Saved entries

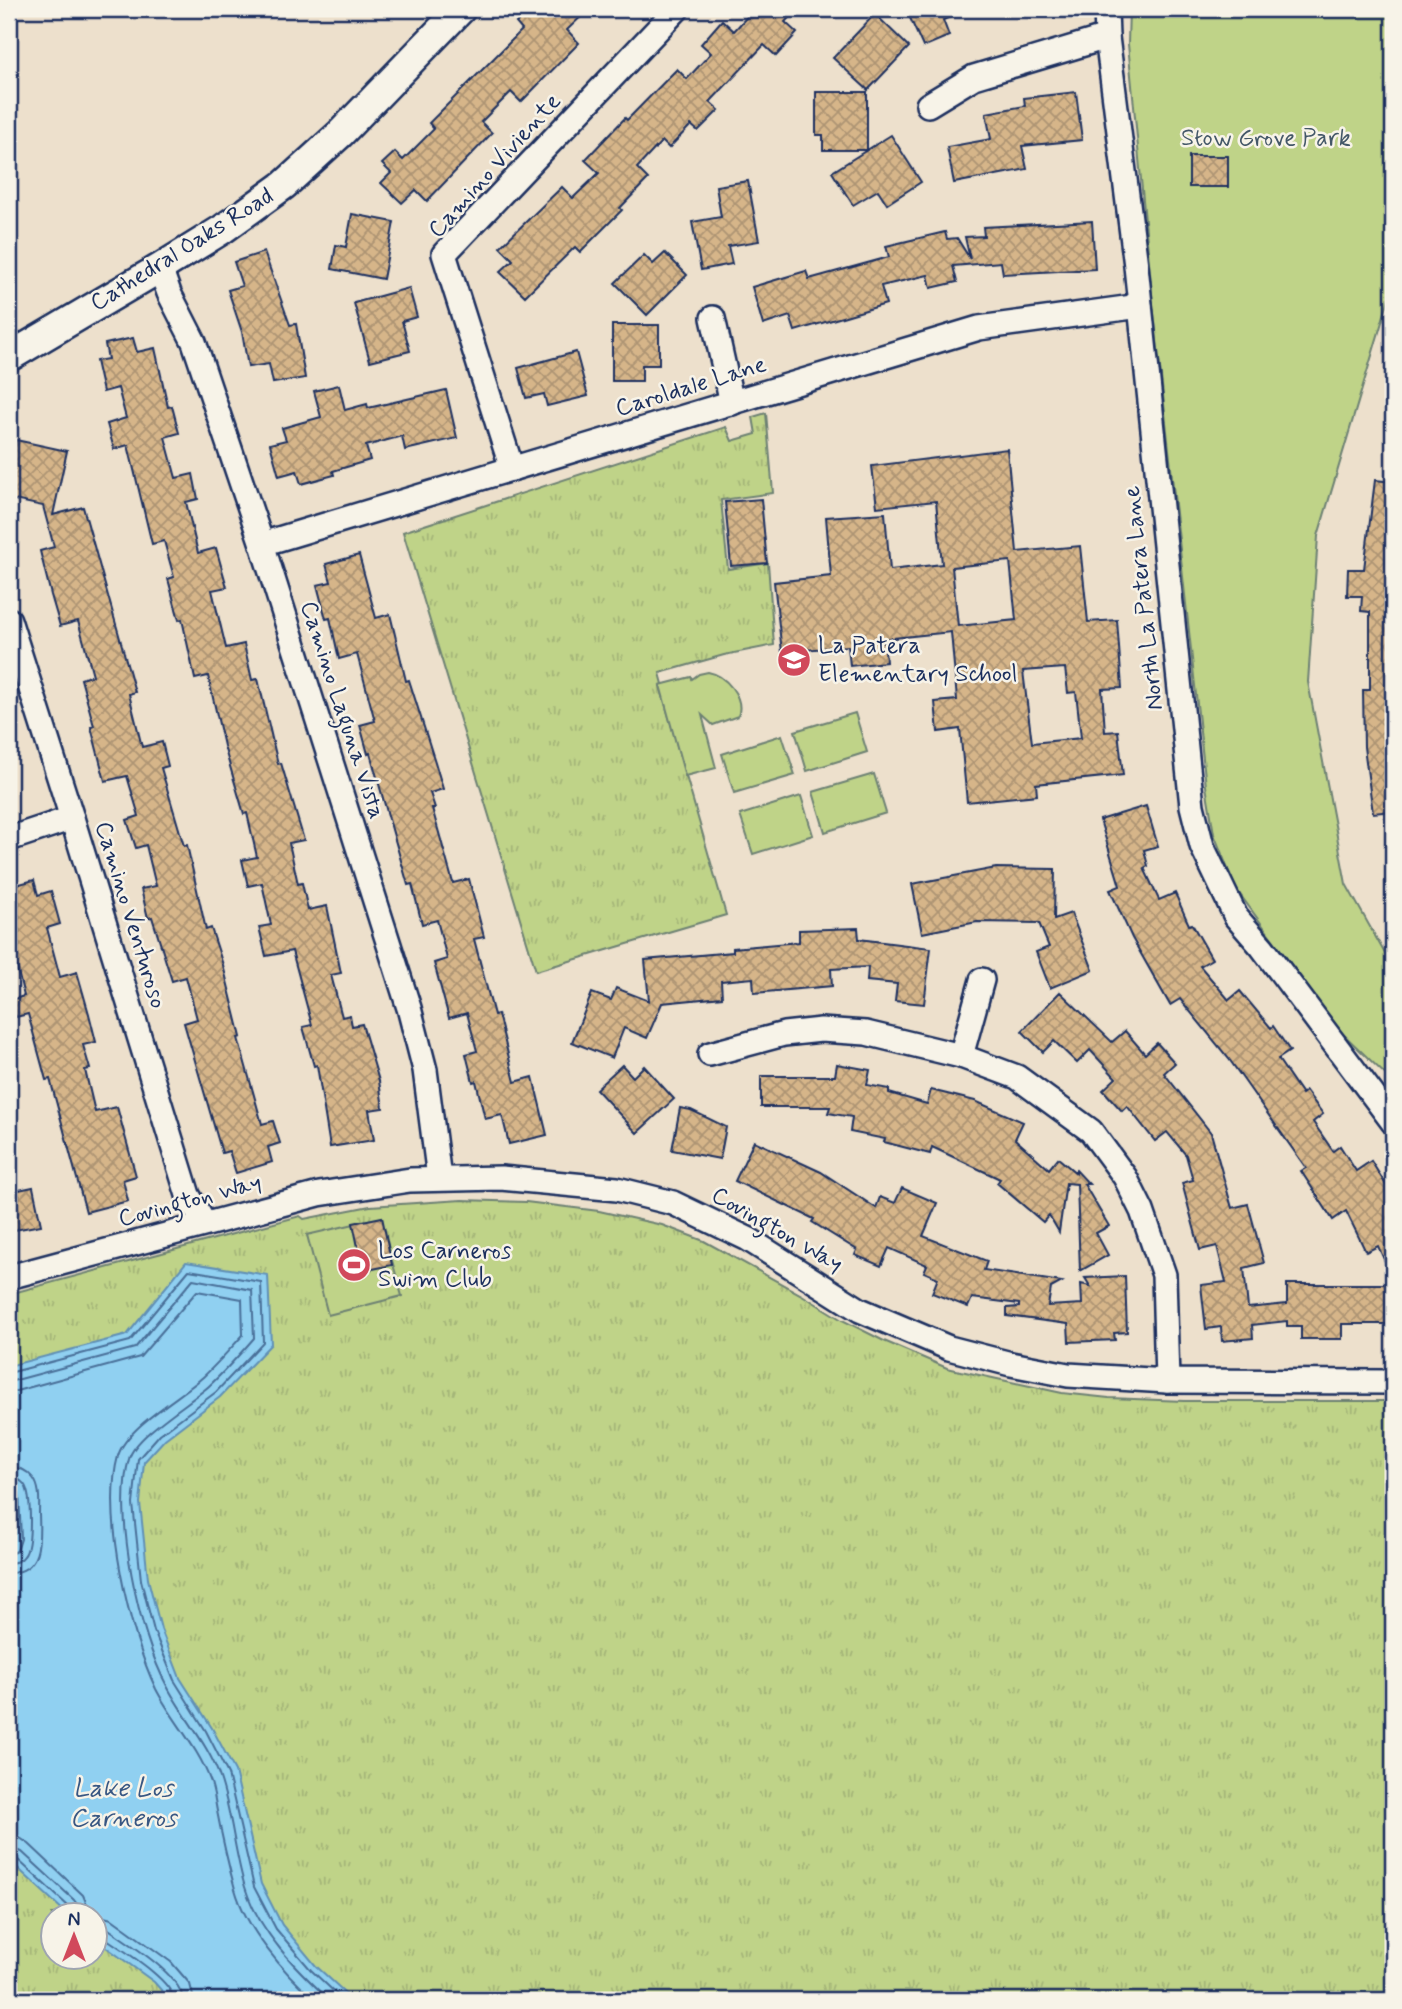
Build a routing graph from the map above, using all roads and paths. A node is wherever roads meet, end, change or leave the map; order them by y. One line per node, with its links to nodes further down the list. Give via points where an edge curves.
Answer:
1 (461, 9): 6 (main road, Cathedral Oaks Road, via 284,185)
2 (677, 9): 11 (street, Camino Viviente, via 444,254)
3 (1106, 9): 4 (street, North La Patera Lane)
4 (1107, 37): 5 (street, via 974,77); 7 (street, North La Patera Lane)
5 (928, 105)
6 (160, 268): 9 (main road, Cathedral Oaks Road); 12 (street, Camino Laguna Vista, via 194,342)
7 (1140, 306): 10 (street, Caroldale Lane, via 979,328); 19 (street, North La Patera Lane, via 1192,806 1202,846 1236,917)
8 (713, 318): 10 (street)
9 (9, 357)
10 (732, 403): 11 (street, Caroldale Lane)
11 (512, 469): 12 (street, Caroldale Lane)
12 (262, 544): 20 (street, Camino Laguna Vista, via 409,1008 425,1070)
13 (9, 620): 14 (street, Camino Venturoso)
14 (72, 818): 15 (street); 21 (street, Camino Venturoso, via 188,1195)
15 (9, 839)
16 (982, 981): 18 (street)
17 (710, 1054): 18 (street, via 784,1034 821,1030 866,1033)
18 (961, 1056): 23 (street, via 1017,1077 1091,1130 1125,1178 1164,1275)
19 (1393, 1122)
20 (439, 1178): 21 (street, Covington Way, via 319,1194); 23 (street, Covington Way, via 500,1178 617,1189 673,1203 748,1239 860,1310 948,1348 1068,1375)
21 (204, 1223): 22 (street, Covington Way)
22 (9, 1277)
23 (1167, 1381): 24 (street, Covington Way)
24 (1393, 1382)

- **WHAT YOU SHOULD DO**: Each record above is to be returned unchanged, while any picture it holds stays out.

- **REPLY TO THE EXERCISE**:
Build a routing graph from the map above, using all roads and paths. A node is wherever roads meet, end, change or leave the map; order them by y. One line per node, with its links to nodes further down the list. Give via points where an edge curves.
Answer:
1 (461, 9): 6 (main road, Cathedral Oaks Road, via 284,185)
2 (677, 9): 11 (street, Camino Viviente, via 444,254)
3 (1106, 9): 4 (street, North La Patera Lane)
4 (1107, 37): 5 (street, via 974,77); 7 (street, North La Patera Lane)
5 (928, 105)
6 (160, 268): 9 (main road, Cathedral Oaks Road); 12 (street, Camino Laguna Vista, via 194,342)
7 (1140, 306): 10 (street, Caroldale Lane, via 979,328); 19 (street, North La Patera Lane, via 1192,806 1202,846 1236,917)
8 (713, 318): 10 (street)
9 (9, 357)
10 (732, 403): 11 (street, Caroldale Lane)
11 (512, 469): 12 (street, Caroldale Lane)
12 (262, 544): 20 (street, Camino Laguna Vista, via 409,1008 425,1070)
13 (9, 620): 14 (street, Camino Venturoso)
14 (72, 818): 15 (street); 21 (street, Camino Venturoso, via 188,1195)
15 (9, 839)
16 (982, 981): 18 (street)
17 (710, 1054): 18 (street, via 784,1034 821,1030 866,1033)
18 (961, 1056): 23 (street, via 1017,1077 1091,1130 1125,1178 1164,1275)
19 (1393, 1122)
20 (439, 1178): 21 (street, Covington Way, via 319,1194); 23 (street, Covington Way, via 500,1178 617,1189 673,1203 748,1239 860,1310 948,1348 1068,1375)
21 (204, 1223): 22 (street, Covington Way)
22 (9, 1277)
23 (1167, 1381): 24 (street, Covington Way)
24 (1393, 1382)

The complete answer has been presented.